== Your instructions ==
Only one stretch of the data should be retyped: the lines from the line containing "thumb cmc: (113, 146)" through the line containing "thumb cmc: (110, 298)". Keep pictures out of it.

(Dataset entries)
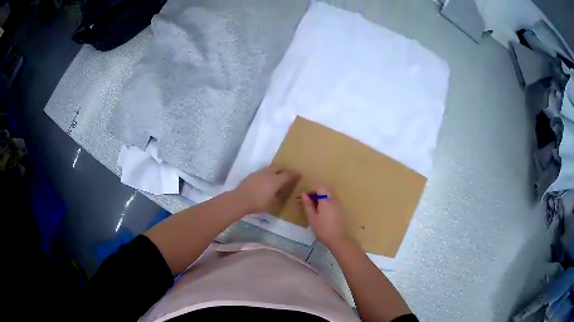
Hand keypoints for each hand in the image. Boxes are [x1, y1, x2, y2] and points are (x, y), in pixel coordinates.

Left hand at [234, 166, 299, 213]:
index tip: (299, 174)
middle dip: (285, 170)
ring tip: (278, 175)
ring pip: (270, 168)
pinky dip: (268, 174)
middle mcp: (268, 174)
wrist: (239, 200)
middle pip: (279, 168)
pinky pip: (264, 171)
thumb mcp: (271, 203)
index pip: (288, 174)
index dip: (294, 174)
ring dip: (276, 170)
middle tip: (289, 173)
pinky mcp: (252, 175)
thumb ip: (277, 196)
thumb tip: (281, 193)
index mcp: (275, 180)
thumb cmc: (258, 203)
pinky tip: (266, 179)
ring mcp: (259, 173)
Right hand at [301, 186, 353, 248]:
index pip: (320, 187)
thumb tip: (304, 194)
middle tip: (309, 205)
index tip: (307, 198)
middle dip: (316, 194)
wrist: (338, 239)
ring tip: (315, 211)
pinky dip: (326, 204)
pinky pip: (332, 202)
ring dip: (321, 200)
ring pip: (329, 197)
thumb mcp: (312, 217)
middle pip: (325, 191)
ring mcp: (339, 205)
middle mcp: (334, 200)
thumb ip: (308, 205)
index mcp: (326, 200)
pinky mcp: (341, 210)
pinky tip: (323, 215)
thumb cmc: (322, 229)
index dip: (312, 190)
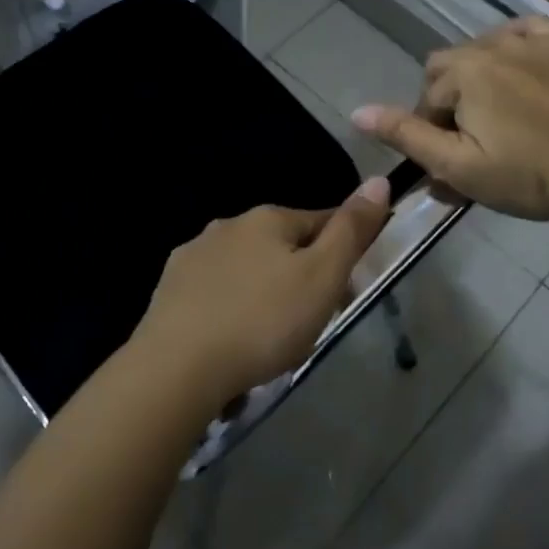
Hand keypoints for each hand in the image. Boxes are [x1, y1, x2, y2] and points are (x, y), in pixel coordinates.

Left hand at [133, 177, 391, 402]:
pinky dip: (229, 307)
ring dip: (263, 290)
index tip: (348, 288)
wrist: (177, 367)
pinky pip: (215, 291)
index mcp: (267, 218)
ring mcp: (194, 255)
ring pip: (246, 267)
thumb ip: (351, 230)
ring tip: (271, 336)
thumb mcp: (322, 277)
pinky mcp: (170, 288)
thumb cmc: (263, 321)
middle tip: (311, 321)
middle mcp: (228, 225)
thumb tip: (379, 180)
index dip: (342, 250)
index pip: (320, 220)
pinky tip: (231, 337)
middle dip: (300, 274)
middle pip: (281, 245)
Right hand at [353, 17, 548, 221]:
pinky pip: (528, 30)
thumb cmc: (528, 174)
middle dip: (452, 99)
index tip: (454, 160)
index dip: (432, 132)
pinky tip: (523, 67)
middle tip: (475, 137)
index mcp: (464, 72)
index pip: (427, 98)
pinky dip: (517, 45)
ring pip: (485, 47)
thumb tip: (358, 112)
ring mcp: (534, 40)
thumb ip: (407, 136)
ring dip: (481, 74)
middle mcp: (493, 44)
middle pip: (450, 66)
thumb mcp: (458, 167)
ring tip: (502, 110)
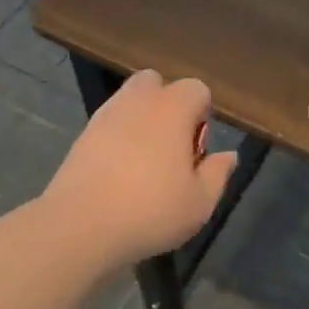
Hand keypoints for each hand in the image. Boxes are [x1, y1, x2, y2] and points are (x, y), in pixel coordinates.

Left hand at [42, 70, 237, 271]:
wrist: (80, 225)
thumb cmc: (150, 210)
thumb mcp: (200, 202)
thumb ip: (218, 173)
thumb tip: (228, 155)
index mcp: (172, 108)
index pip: (197, 89)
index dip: (202, 117)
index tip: (195, 153)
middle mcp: (138, 100)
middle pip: (157, 83)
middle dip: (167, 106)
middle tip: (169, 149)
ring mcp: (105, 114)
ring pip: (130, 101)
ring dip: (141, 121)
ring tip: (143, 165)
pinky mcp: (83, 134)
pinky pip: (109, 123)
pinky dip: (118, 137)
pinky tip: (118, 174)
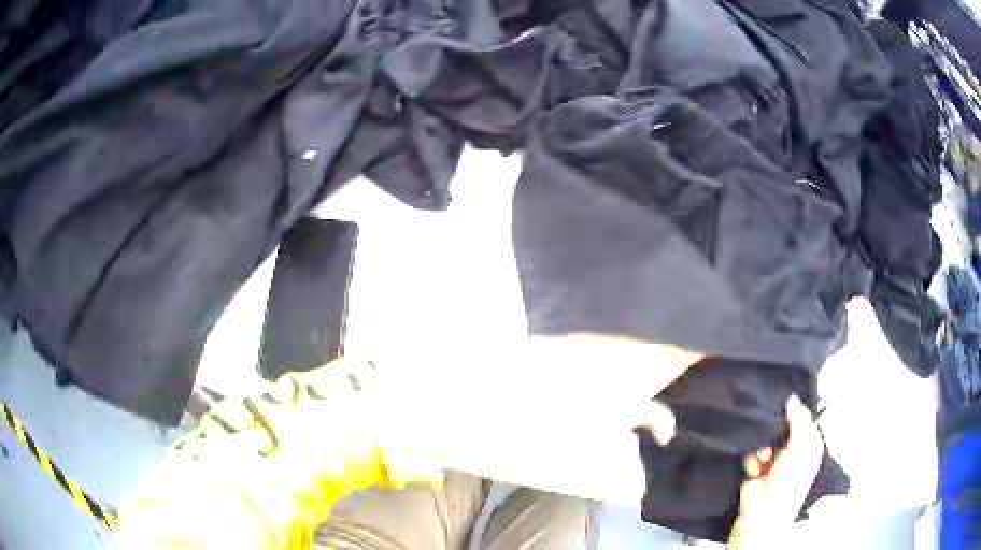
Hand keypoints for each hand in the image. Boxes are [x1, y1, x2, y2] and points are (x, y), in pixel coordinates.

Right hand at [728, 394, 823, 548]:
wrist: (761, 513)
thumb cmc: (789, 483)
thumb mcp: (802, 447)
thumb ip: (799, 420)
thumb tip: (792, 398)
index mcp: (809, 445)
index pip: (803, 419)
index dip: (795, 409)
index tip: (784, 399)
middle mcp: (792, 451)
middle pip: (782, 426)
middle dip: (774, 428)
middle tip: (772, 431)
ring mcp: (772, 460)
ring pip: (764, 437)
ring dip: (762, 446)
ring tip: (762, 457)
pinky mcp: (754, 468)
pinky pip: (750, 451)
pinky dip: (750, 458)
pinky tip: (753, 467)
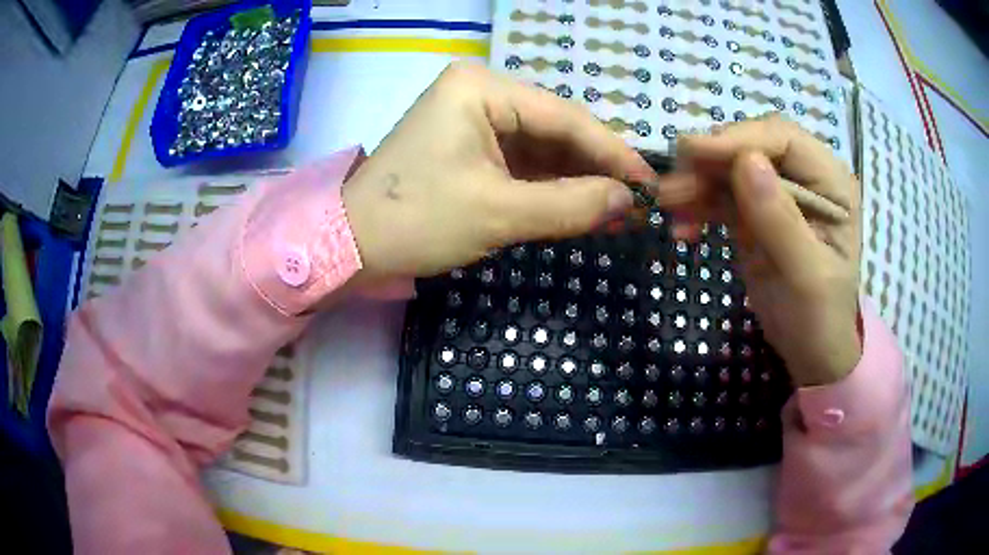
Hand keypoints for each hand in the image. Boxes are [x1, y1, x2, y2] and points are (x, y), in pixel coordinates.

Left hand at [341, 62, 657, 281]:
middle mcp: (479, 93)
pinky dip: (551, 186)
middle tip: (637, 202)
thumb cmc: (417, 220)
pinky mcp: (470, 147)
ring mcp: (473, 119)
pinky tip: (582, 205)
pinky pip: (522, 162)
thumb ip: (570, 204)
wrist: (351, 245)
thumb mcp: (498, 213)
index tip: (650, 183)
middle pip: (555, 129)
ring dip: (577, 180)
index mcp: (480, 88)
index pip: (563, 117)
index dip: (612, 152)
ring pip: (542, 148)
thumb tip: (627, 201)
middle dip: (595, 168)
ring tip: (618, 210)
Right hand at [665, 115, 861, 385]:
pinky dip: (699, 205)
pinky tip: (682, 227)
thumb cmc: (819, 318)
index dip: (740, 139)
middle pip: (752, 147)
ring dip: (698, 182)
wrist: (809, 351)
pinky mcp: (755, 211)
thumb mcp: (805, 275)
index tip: (695, 153)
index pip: (784, 139)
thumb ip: (780, 220)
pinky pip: (722, 195)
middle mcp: (806, 177)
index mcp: (831, 183)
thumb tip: (747, 161)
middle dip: (712, 161)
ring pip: (731, 168)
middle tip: (673, 186)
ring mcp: (778, 192)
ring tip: (668, 204)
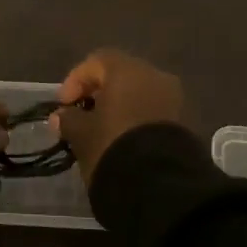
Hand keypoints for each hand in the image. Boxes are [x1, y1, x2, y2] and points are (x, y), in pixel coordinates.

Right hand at [53, 49, 185, 183]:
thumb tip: (62, 116)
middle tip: (83, 114)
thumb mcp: (82, 134)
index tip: (64, 105)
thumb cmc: (113, 146)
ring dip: (120, 106)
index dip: (75, 80)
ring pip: (140, 93)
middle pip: (121, 75)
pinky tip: (124, 139)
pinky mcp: (184, 122)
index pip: (96, 61)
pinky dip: (137, 119)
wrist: (160, 184)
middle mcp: (155, 75)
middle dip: (99, 92)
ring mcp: (174, 98)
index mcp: (128, 70)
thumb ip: (69, 119)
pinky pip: (154, 111)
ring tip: (103, 130)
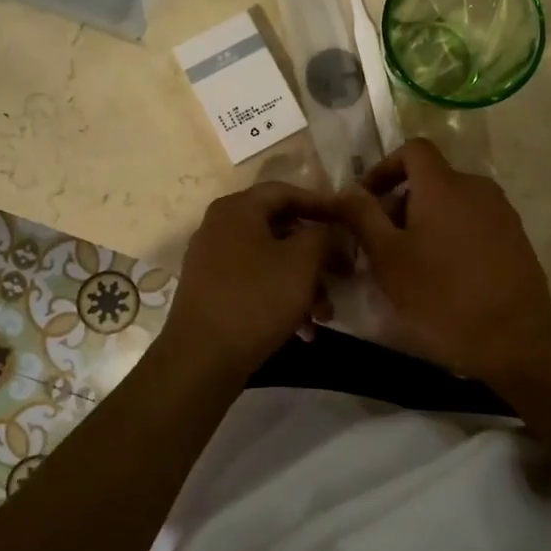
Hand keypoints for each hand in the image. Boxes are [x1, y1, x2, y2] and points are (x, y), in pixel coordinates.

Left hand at [157, 181, 340, 379]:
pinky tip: (304, 330)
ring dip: (304, 284)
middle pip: (281, 229)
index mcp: (237, 209)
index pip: (286, 192)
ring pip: (271, 261)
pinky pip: (255, 284)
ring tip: (325, 315)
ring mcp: (213, 261)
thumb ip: (324, 236)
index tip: (349, 222)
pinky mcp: (212, 292)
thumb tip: (333, 230)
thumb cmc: (255, 299)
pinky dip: (281, 299)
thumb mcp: (301, 262)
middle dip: (317, 255)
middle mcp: (220, 227)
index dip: (321, 204)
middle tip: (345, 274)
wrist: (201, 359)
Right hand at [333, 139, 550, 379]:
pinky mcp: (516, 238)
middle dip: (401, 204)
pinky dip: (452, 236)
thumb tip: (346, 191)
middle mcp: (476, 188)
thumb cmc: (441, 295)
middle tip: (381, 245)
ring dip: (426, 222)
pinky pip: (474, 223)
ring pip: (452, 204)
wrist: (514, 338)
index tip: (367, 200)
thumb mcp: (388, 258)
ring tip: (410, 264)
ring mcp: (501, 212)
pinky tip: (444, 275)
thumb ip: (363, 217)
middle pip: (431, 180)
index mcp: (443, 185)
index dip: (385, 167)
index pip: (413, 150)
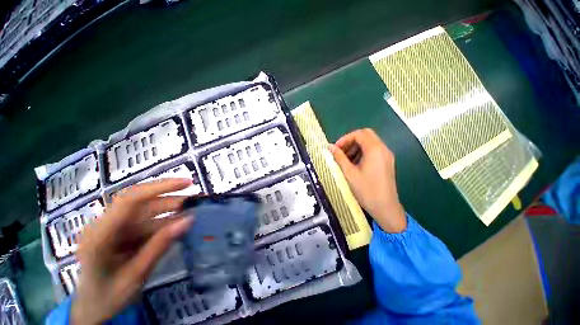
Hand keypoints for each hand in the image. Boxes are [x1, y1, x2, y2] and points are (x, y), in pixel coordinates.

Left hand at [71, 178, 194, 324]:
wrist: (91, 306)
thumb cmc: (110, 298)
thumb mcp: (136, 277)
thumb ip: (157, 249)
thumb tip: (184, 223)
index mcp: (100, 235)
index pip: (129, 201)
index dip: (157, 188)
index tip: (184, 183)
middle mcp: (100, 225)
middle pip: (133, 205)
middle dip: (162, 200)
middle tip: (192, 201)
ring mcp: (104, 229)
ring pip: (135, 216)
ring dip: (159, 214)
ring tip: (185, 213)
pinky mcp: (109, 235)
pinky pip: (132, 228)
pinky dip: (151, 229)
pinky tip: (168, 229)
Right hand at [329, 128, 405, 232]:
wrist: (386, 207)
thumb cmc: (367, 191)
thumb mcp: (350, 175)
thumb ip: (340, 158)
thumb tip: (330, 147)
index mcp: (374, 149)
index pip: (359, 134)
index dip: (345, 139)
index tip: (335, 149)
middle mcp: (383, 148)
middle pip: (366, 135)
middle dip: (352, 141)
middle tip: (341, 152)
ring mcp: (387, 155)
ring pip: (371, 142)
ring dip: (358, 147)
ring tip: (347, 160)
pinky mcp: (389, 162)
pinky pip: (376, 150)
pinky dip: (365, 152)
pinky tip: (357, 165)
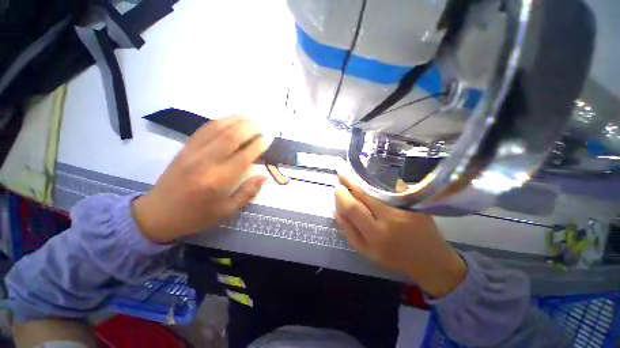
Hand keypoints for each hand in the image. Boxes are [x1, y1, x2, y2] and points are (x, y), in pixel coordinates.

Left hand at [132, 115, 268, 243]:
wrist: (158, 214)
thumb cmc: (196, 216)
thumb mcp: (226, 211)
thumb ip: (247, 193)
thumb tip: (263, 176)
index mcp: (219, 180)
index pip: (244, 156)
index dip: (259, 145)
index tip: (269, 138)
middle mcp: (206, 162)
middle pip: (231, 137)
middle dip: (249, 127)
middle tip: (262, 124)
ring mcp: (193, 152)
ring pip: (217, 129)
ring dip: (235, 120)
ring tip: (249, 116)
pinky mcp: (185, 149)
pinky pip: (204, 130)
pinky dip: (219, 122)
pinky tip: (228, 119)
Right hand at [334, 173, 466, 297]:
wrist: (430, 260)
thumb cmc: (394, 258)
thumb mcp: (366, 251)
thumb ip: (349, 231)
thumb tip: (337, 210)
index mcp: (375, 234)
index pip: (353, 207)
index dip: (342, 195)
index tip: (337, 188)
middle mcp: (390, 218)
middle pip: (365, 193)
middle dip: (350, 180)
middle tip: (342, 173)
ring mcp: (404, 208)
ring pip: (378, 187)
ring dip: (363, 179)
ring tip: (354, 175)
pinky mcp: (414, 202)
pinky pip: (392, 186)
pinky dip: (380, 181)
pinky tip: (373, 179)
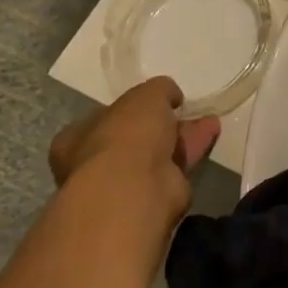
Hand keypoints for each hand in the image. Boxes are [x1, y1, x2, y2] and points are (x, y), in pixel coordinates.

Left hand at [49, 77, 219, 228]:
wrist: (134, 189)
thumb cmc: (126, 135)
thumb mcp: (146, 95)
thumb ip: (159, 90)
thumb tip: (169, 95)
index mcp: (76, 139)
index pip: (103, 119)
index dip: (130, 108)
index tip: (155, 101)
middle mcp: (93, 165)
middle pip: (133, 137)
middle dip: (161, 123)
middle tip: (184, 110)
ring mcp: (122, 185)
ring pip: (156, 153)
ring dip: (181, 136)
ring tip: (209, 120)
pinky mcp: (151, 197)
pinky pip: (174, 167)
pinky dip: (191, 151)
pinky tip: (211, 135)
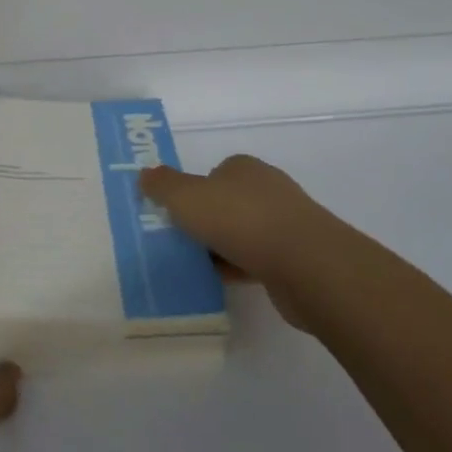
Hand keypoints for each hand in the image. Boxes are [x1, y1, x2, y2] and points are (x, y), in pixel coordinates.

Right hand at [141, 155, 332, 329]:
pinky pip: (256, 260)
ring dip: (221, 248)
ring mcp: (285, 224)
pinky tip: (219, 283)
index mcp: (244, 168)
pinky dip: (237, 269)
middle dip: (205, 221)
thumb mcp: (187, 198)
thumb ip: (163, 185)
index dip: (192, 191)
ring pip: (241, 234)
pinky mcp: (295, 258)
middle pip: (226, 203)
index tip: (174, 214)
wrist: (307, 265)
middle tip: (179, 240)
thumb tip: (145, 174)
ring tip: (194, 265)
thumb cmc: (241, 220)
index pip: (213, 173)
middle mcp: (267, 190)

== Solved problem ==
thumb cmc: (113, 146)
ring dip: (120, 106)
index dip: (75, 80)
ring pip: (140, 93)
middle pip: (121, 75)
pinky tip: (124, 139)
pinky mcp: (184, 122)
index pip: (96, 61)
pinky dip: (137, 119)
wrist: (160, 184)
middle mcp: (155, 75)
middle dip: (99, 92)
ring mcp: (174, 98)
index mcp: (128, 70)
thumb ip: (69, 119)
pinky pip: (154, 111)
ring tip: (103, 130)
Hand keypoints for each hand in the image. Boxes are [x1, y1, x2, y2] and points are (x, y), in pixel coordinates.

Left hand at [157, 181, 340, 379]:
pinky tip: (304, 330)
ring dip: (304, 284)
middle pip: (281, 229)
index mcp: (237, 209)
index pip: (286, 192)
ring pip: (271, 261)
pinky pip: (255, 284)
ring tip: (325, 315)
ring mcp: (213, 261)
thumb ip: (324, 236)
index tip: (349, 222)
pinky mcp: (212, 292)
thumb tip: (333, 230)
thumb cmc: (255, 299)
pinky dip: (281, 299)
thumb mcp: (301, 262)
middle dip: (317, 255)
middle mcp: (220, 227)
index dip: (321, 204)
middle tip: (345, 274)
wrist: (201, 359)
Right hand at [333, 139, 550, 379]:
pinky mcp: (516, 238)
middle dip: (401, 204)
pinky dip: (452, 236)
thumb tip: (346, 191)
middle mcp: (476, 188)
thumb cmc: (441, 295)
middle tip: (381, 245)
ring dip: (426, 222)
pinky pip: (474, 223)
ring pip: (452, 204)
wrist: (514, 338)
index tip: (367, 200)
thumb mcp: (388, 258)
ring tip: (410, 264)
ring mcp: (501, 212)
pinky tip: (444, 275)
thumb ip: (363, 217)
middle pip: (431, 180)
index mcp: (443, 185)
index dip: (385, 167)
index pip: (413, 150)
Hand keypoints for each hand in the image. Boxes are [x1, y1, x2, y2] and points are (x, y), in pixel coordinates.

Left hand at [71, 178, 194, 324]:
wrist: (91, 306)
thumb cmc: (110, 298)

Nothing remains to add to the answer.